A third blast has erupted inside the New Zealand mine where 29 workers were killed in an earlier explosion.
Pike River Coal chairman John Dow said the blast happened almost exactly a week to the minute after the first explosion that led to one of the country’s worst mining disasters.
Twenty-nine workers, including two Britons, were caught in last week’s explosion and officials said there was no way they could have survived a second blast on Wednesday.
High levels of potentially explosive methane gas blamed for all the explosions has kept recovery teams from entering the mine to recover the workers’ bodies.
Pete Rodger, 40, from Perthshire, and Malcolm Campbell, 25, from St Andrews, Fife, were among the missing miners.
No-one was injured in the latest explosion at the Pike River Coal mine on the South Island.
Mr Dow said the third blast was smaller than the earlier two, and that no-one was near the mine entrance when it happened. He said it would not affect planning for an operation to enter the mine to recover the men’s bodies. Officials have said it could take weeks or months to complete the recovery operation.
“The environment continues to remain unstable,” Mr Dow said. “The plans we have in place will continue. We have expected this will always be a possibility.”

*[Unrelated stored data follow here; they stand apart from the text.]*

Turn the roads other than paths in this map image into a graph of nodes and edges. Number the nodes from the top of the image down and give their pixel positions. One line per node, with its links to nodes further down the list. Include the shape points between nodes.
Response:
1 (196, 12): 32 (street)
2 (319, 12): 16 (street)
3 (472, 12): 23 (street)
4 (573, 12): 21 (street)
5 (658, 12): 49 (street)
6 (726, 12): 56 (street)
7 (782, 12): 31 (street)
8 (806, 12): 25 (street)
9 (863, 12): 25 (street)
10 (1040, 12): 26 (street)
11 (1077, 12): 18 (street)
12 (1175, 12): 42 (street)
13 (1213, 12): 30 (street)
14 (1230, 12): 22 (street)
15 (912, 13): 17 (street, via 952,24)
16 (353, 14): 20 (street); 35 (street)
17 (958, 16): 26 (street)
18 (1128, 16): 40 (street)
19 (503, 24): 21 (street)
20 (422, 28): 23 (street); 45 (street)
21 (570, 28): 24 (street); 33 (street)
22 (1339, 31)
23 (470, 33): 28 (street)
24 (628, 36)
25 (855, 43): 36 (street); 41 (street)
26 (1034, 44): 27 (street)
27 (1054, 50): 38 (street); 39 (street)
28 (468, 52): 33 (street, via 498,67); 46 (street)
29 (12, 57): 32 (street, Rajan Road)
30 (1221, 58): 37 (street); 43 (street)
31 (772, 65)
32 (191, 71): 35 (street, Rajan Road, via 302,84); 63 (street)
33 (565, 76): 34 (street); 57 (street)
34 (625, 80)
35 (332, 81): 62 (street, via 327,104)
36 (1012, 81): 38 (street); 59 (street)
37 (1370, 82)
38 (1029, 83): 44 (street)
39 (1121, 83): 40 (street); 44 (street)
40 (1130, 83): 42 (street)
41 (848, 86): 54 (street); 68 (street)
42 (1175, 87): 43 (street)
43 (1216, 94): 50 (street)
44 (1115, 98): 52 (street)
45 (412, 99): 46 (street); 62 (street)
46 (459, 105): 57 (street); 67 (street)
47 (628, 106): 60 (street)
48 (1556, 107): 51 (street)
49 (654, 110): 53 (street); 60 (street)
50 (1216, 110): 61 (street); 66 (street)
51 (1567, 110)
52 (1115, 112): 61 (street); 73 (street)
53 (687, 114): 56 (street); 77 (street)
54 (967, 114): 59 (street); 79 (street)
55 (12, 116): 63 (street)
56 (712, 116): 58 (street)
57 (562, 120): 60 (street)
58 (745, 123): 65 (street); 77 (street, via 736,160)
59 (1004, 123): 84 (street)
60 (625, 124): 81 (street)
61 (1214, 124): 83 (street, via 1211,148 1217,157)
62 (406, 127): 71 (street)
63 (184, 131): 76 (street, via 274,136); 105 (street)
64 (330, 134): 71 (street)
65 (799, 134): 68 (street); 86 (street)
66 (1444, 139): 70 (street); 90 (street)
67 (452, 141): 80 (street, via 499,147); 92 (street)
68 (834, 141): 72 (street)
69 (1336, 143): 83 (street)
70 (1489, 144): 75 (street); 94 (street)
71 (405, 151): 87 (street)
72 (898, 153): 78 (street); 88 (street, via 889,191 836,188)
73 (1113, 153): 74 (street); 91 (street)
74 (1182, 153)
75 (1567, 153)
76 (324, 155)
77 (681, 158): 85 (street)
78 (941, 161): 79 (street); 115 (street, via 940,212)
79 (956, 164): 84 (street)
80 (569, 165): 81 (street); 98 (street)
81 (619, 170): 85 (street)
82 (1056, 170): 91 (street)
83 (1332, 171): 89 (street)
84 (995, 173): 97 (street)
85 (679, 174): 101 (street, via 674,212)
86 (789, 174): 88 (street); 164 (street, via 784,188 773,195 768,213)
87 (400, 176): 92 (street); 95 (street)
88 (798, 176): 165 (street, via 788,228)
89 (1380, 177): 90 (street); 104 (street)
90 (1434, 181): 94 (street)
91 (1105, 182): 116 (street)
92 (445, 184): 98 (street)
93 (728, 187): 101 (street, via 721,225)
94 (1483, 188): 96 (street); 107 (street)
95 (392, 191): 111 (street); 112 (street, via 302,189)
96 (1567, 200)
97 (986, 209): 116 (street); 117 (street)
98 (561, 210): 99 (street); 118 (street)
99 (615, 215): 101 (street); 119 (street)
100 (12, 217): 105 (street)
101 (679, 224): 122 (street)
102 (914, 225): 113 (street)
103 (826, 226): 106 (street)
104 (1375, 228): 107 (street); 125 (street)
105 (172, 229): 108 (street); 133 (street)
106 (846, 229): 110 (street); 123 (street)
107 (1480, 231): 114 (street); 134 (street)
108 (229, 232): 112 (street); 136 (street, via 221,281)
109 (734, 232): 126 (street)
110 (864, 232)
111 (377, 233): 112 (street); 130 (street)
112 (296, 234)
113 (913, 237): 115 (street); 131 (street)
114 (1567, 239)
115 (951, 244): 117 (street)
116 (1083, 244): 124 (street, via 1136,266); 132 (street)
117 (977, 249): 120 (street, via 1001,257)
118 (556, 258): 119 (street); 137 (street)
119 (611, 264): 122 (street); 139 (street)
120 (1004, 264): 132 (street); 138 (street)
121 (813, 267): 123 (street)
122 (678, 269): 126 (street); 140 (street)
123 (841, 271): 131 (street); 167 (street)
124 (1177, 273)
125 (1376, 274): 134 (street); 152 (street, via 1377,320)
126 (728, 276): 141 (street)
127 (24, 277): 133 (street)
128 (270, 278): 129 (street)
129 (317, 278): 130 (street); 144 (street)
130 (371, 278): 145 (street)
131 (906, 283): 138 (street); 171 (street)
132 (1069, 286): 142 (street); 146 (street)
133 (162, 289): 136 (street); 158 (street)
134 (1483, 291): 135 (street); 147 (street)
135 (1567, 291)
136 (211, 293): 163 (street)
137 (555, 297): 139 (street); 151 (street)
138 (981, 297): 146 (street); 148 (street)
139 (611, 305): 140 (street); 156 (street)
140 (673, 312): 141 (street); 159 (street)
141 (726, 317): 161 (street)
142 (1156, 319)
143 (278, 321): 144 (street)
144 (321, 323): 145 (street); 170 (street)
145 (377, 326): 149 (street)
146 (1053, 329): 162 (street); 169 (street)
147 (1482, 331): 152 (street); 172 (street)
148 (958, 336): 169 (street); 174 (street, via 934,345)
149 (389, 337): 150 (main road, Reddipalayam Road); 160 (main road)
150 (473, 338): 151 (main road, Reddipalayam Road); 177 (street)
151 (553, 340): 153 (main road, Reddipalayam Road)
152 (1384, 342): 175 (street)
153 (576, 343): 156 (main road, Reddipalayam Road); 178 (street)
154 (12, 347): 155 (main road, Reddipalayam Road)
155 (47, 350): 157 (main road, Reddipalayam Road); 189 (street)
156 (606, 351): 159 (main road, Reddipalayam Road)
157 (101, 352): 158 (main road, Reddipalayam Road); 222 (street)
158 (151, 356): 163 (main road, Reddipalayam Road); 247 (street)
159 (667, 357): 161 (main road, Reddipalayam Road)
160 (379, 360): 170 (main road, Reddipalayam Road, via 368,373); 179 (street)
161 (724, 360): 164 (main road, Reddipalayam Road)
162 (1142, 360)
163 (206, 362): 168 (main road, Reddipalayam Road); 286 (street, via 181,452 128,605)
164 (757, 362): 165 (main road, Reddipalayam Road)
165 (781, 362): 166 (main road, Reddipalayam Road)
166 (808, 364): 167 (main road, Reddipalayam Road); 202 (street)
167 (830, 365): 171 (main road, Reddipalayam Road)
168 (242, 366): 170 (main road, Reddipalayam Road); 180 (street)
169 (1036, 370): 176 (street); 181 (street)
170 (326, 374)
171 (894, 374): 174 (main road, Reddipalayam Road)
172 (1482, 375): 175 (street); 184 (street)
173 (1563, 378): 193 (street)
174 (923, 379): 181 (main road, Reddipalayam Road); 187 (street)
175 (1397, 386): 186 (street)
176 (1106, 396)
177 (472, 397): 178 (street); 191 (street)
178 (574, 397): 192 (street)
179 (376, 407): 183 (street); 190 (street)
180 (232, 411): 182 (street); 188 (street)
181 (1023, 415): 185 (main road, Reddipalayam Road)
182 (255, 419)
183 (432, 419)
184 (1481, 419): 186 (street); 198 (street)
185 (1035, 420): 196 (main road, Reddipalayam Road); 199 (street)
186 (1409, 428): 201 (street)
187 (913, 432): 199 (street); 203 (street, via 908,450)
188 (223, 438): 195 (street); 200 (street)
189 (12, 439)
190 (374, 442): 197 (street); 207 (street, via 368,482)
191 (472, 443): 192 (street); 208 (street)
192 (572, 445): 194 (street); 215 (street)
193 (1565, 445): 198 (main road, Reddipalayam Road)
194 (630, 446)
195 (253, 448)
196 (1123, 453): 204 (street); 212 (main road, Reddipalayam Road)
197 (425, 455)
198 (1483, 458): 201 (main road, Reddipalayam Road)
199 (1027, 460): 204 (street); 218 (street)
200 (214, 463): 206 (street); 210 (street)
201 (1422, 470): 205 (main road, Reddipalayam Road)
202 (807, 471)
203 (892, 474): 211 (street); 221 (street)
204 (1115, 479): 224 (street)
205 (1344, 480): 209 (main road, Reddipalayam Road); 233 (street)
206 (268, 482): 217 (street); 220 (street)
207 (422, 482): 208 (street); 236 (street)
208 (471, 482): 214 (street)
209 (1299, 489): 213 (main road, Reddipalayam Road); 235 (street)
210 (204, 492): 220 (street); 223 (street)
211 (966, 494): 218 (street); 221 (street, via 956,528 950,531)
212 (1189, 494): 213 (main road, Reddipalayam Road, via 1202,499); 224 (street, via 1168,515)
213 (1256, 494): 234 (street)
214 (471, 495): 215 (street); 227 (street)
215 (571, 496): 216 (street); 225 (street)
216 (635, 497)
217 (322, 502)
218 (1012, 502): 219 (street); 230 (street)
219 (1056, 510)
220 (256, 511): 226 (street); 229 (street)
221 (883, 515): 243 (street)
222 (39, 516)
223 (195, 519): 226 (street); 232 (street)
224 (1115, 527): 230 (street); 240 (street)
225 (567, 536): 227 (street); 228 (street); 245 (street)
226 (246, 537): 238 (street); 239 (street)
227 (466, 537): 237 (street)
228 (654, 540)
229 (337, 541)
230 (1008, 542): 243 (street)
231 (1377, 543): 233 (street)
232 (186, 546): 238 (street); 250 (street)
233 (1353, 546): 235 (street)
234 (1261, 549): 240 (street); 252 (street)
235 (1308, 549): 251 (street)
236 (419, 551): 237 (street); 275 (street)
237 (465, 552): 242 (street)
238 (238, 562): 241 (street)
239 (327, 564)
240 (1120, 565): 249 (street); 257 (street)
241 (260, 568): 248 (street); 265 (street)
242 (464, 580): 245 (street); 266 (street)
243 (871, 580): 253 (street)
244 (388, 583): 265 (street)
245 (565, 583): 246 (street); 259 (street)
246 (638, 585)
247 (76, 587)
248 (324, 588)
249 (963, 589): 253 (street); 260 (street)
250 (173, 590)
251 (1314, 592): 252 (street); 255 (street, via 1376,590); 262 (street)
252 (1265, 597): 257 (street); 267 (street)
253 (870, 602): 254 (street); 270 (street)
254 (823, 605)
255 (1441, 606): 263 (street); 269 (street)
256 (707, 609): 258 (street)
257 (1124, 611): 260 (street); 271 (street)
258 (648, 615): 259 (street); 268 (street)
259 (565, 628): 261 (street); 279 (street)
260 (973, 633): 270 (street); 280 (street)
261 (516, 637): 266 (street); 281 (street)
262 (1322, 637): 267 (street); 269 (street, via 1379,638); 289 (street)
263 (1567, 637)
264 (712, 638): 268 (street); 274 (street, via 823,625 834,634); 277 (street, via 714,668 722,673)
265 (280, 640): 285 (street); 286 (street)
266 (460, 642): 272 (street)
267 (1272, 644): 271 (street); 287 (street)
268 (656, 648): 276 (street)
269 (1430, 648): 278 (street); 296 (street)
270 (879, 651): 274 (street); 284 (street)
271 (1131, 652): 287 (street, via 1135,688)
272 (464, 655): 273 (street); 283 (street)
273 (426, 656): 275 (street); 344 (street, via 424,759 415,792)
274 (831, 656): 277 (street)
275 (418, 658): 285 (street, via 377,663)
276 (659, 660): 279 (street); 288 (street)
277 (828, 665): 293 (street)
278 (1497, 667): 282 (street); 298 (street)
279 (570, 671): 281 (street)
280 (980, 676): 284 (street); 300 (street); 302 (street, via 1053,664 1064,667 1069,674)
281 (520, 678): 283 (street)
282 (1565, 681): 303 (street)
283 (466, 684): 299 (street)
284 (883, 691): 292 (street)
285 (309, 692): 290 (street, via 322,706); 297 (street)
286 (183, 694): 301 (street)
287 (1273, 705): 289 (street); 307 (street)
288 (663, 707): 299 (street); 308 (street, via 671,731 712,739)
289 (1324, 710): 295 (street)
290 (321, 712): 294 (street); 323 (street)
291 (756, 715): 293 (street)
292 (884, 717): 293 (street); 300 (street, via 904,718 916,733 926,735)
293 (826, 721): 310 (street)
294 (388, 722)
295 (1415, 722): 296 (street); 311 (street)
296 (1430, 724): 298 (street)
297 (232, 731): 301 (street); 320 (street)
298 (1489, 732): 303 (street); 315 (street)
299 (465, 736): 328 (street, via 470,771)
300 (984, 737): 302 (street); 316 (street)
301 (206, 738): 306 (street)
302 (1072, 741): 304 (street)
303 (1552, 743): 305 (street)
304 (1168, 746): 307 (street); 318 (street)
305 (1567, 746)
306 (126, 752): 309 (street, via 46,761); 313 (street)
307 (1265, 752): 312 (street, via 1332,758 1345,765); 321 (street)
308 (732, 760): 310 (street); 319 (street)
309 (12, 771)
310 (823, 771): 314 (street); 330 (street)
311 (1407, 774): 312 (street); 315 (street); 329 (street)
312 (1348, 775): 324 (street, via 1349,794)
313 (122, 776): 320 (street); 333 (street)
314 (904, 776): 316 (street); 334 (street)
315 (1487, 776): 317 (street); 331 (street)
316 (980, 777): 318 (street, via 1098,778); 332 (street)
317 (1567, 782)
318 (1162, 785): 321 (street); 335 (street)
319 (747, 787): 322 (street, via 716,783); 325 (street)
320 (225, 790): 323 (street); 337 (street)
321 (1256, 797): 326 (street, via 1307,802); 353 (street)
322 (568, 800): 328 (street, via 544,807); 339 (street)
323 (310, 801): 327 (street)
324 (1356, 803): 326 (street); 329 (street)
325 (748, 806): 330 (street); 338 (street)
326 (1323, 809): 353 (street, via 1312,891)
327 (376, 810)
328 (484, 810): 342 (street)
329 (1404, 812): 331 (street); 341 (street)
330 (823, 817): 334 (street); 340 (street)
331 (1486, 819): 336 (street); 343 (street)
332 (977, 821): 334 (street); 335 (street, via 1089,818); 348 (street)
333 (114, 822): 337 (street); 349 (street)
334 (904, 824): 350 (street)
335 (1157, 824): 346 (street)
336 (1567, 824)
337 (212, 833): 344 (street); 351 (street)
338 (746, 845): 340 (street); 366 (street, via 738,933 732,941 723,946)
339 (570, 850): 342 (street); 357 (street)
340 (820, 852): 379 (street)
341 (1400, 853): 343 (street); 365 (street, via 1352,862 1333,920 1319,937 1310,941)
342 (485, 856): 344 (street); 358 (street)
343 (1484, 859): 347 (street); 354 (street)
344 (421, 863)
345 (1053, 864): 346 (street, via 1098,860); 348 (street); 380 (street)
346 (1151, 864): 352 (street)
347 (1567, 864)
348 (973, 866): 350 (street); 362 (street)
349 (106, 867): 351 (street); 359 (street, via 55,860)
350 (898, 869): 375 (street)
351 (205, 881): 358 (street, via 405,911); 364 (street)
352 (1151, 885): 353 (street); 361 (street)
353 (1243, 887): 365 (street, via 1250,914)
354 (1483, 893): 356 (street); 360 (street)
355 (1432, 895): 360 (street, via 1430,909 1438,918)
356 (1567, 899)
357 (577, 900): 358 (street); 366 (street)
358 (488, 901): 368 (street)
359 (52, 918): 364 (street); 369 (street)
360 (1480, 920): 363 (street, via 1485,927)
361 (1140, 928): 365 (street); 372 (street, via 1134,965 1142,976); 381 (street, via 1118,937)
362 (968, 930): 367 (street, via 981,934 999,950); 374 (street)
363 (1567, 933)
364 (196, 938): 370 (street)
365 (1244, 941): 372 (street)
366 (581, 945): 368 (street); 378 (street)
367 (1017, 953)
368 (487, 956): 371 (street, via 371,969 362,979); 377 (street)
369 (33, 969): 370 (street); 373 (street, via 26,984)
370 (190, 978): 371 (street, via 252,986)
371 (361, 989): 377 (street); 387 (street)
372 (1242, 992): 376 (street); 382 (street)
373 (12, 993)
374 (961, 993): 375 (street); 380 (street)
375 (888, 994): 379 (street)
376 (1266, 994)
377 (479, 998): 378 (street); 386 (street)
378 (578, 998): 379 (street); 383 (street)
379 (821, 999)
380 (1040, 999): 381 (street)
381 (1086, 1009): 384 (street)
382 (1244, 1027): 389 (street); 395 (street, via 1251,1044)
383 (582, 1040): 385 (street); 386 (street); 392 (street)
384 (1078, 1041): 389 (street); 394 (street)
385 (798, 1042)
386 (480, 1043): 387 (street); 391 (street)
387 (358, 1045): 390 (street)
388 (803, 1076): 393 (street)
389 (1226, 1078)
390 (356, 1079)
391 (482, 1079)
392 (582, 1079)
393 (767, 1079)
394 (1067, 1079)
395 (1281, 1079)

Workers are installing a jet-powered engine used to extinguish fires at the mine site. It will pump carbon dioxide, nitrogen gas and water vapour into the mine’s tunnels to expel oxygen that could fuel more explosions. Once that is done, workers wearing breathing apparatus could enter the mine.
New Zealand’s mining industry is small and generally considered safe. The tragedy deeply shocked the country and devastated families who – buoyed by the survival tale of Chile’s 33 buried miners – had clung to hope that their relatives could emerge alive.